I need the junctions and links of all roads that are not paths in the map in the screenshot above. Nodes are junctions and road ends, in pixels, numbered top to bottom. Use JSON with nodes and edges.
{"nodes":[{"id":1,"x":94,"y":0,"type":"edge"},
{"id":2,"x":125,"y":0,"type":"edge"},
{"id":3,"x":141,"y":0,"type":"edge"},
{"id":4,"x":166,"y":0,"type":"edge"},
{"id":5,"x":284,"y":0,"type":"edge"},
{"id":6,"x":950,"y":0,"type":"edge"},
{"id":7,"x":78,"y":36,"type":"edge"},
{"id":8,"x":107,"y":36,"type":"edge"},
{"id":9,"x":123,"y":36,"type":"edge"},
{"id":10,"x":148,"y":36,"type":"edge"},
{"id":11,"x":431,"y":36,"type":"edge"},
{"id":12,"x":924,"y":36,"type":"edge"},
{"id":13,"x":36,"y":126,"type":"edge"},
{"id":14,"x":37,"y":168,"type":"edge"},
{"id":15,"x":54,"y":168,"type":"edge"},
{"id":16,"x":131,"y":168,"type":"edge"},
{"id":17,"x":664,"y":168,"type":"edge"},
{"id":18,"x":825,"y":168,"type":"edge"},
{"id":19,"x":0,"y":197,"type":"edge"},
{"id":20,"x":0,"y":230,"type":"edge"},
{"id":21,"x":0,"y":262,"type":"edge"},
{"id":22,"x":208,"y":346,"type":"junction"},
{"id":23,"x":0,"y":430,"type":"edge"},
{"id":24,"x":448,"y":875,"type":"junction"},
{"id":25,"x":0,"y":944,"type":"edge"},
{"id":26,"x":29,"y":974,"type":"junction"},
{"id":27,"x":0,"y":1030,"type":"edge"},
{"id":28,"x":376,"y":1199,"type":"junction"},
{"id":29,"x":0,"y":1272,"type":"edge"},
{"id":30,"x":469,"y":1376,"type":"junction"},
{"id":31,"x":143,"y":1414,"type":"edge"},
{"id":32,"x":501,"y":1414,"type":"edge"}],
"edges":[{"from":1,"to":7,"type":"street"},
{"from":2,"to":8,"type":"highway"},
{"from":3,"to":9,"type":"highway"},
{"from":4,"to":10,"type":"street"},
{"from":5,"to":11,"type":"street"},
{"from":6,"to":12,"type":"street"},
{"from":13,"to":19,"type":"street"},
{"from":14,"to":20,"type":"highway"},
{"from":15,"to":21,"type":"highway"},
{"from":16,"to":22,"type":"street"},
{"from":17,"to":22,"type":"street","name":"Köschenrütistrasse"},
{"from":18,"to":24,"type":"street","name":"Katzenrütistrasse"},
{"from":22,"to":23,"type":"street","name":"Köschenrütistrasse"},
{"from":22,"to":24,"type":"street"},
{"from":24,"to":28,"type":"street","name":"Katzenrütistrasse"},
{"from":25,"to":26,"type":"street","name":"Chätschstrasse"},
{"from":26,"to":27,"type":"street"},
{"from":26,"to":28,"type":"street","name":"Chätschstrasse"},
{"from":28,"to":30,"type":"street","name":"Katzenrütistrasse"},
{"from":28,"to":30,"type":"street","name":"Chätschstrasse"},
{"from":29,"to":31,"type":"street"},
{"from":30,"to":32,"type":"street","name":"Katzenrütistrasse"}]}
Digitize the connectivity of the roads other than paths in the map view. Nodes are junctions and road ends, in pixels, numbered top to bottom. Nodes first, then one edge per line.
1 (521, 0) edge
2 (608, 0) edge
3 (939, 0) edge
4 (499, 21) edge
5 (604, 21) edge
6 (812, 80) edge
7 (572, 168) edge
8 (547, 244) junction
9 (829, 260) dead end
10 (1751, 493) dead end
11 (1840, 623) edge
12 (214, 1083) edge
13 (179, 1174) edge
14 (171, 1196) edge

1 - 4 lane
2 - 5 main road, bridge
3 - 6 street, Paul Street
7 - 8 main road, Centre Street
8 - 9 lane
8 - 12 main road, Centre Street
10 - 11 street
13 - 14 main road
----
§ **REQUIRED WORK**:
Every line above with the string "edges" in it needs to be copied.

§ **ANSWER BELOW**:
I need the junctions and links of all roads that are not paths in the map in the screenshot above. Nodes are junctions and road ends, in pixels, numbered top to bottom. Use JSON with nodes and edges.
"edges":[{"from":1,"to":7,"type":"street"},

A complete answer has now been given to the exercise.